Problem Massentourismus? Niedersachsen hat es im Griff
Massentourismus kann negative Folgen für Umwelt und Bewohner haben. In Niedersachsen gibt es laut Tourismusforschern wenig Probleme. Allein auf Norderney wird über ein Verbot von Ferienwohnungen diskutiert.
In Barcelona protestierten im vergangenen Sommer Tausende gegen Massentourismus, Venedig verlangt Eintrittsgeld. Und Niedersachsens Tourismus-Hotspots - Harz, Küste, Lüneburger Heide? "Da geht es in die andere Richtung", sagt Stefan Küblböck, Professor für Tourismus- und Freizeitmanagement an der Ostfalia Hochschule in Salzgitter.
Niedersachsens Tourismusbranche hofft auf mehr Touristen
Nach Angaben der IHK Niedersachsen (IHKN) blickt die niedersächsische Tourismusindustrie mit Sorge in die Zukunft, wegen zu hoher Arbeitskosten, fehlender Planbarkeit und des Fachkräftemangels. Marktforscher hatten außerdem im Nordsee-Tourismus-Report 2024 von 11 Prozent weniger Besuchern an der gesamten deutschen Nordseeküste berichtet. Man hoffe daher eher, die Touristenzahlen halten zu können, so Küblböck.
Norderney: Niedersachsens Tourismus-Hotspot
Dennoch: Norderney sei einer der touristisch am meisten besuchten Orte Niedersachsens - und das sei spürbar. Auf rund 6.000 Einwohner kommen im Jahr etwa 3,6 Millionen Übernachtungen. "Das ist ein gigantischer Wert, der Spuren hinterlässt", so Küblböck. Strände, Straßen und Restaurants seien extrem voll. Weil die Infrastruktur in Deutschland allerdings gut aufgestellt ist, können ihm zufolge die Lasten des Massentourismus besser kompensiert werden als anderswo. "Auch an Orten mit hohem Tourismusaufkommen, gibt es eine gute Müll- und Abwasserentsorgung sowie Stromversorgung."
Natur und Tierschutz: Lehren aus Tourismus-"Sünden"
Vor allem in der Vergangenheit seien für den Tourismus einige "Sünden" begangen worden, wie Bauten in ökologisch sensiblen Bereichen oder riesige Hotelanlagen, die sich nicht ins Landschaftsbild integrierten, so Küblböck. Daraus seien allerdings Lehren gezogen worden. Heute sei man besonders auf Natur-, Tier- und Umweltschutz sehr bedacht. "Dafür, dass es so viele Touristen sind, läuft es verhältnismäßig sehr gut in Niedersachsen", so Küblböck.

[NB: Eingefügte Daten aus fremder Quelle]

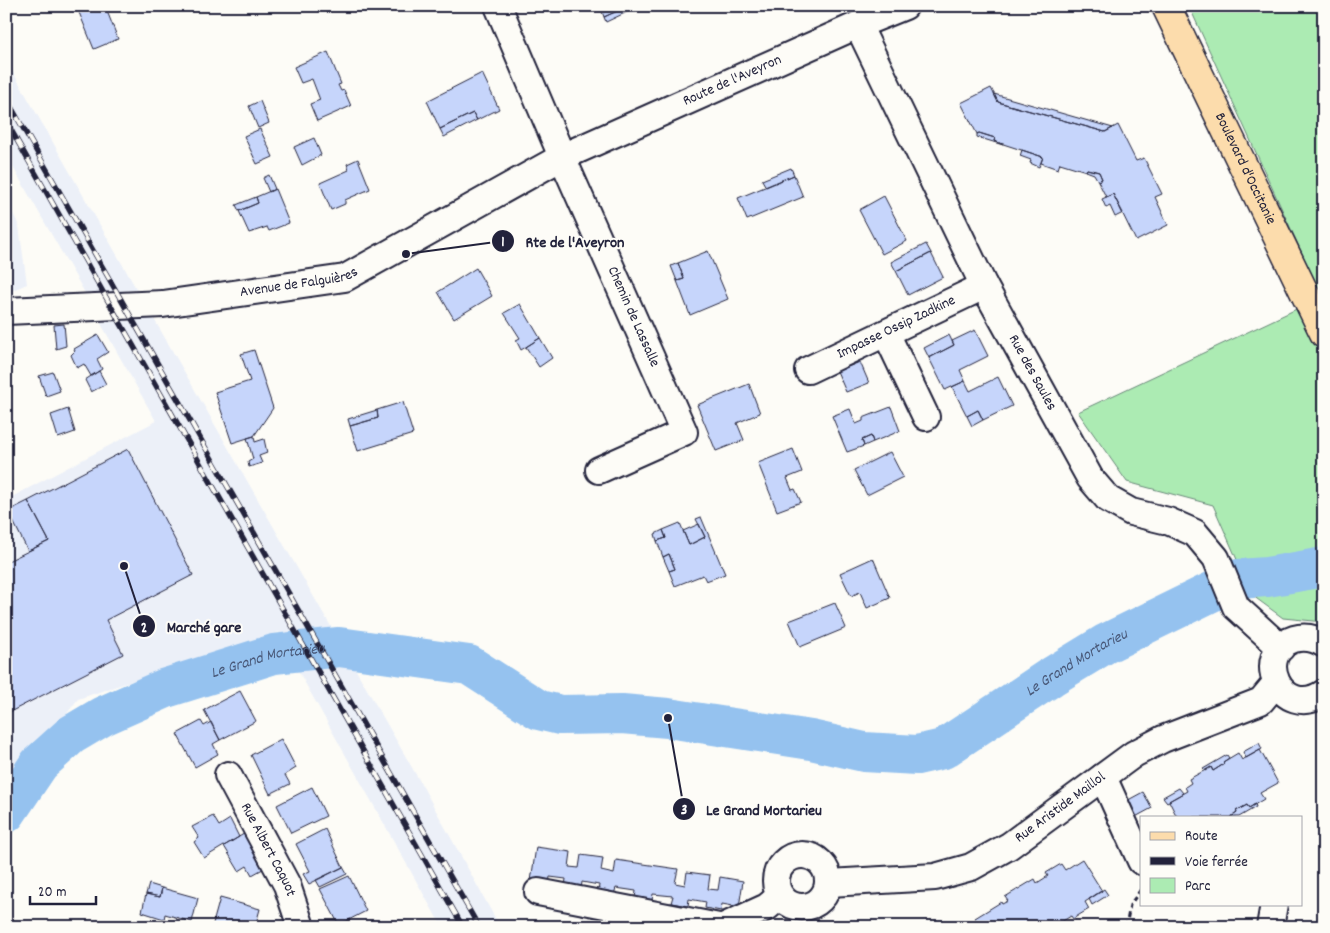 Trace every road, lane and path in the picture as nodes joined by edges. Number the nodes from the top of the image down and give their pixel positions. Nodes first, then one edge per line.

Diskussion über ein Verbot von Ferienwohnungen
Die Schattenseiten des Massentourismus in Norderney sehe man aber vor allem in einem Bereich: Mietpreise und Wohnungsmangel. "Mit einem normalen Einkommen ist es unglaublich schwer, ein vernünftiges Leben zu führen", sagt der Tourismuswissenschaftler. Für Entlastung auf dem Wohnungsmarkt könnte ein Verbot von Ferienwohnungen führen, das derzeit auf Norderney diskutiert wird. Bislang ist die sogenannte Zweckentfremdungssatzung gültig, die besagt, dass Ferienwohnungen von der Stadt genehmigt werden müssen. Diese Satzung muss nun erneuert und könnte verschärft werden. Ferienwohnungen zumindest einzudämmen, könnte laut Küblböck zum einen die Bevölkerung am Mietmarkt schützen. Zum anderen würden auch Unternehmen profitieren, wenn durch mehr Wohnraum Fachkräfte auf der Insel leben könnten und nicht vom Festland aus täglich mit der Fähre pendeln müssten.
Bewusster Umgang mit Massentourismus
Und Orte, die stärker unter dem Massentourismus leiden, wie Venedig oder Madrid? Auf eine Reise dorthin müsse man nicht verzichten, sagt Küblböck. Allerdings solle jeder ein Bewusstsein für die Folgen von Tourismus haben und sich damit auseinandersetzen, wie und wann man verreist. "Schließlich sind Reisen und interkulturelle Begegnungen wahnsinnig schön und wertvoll."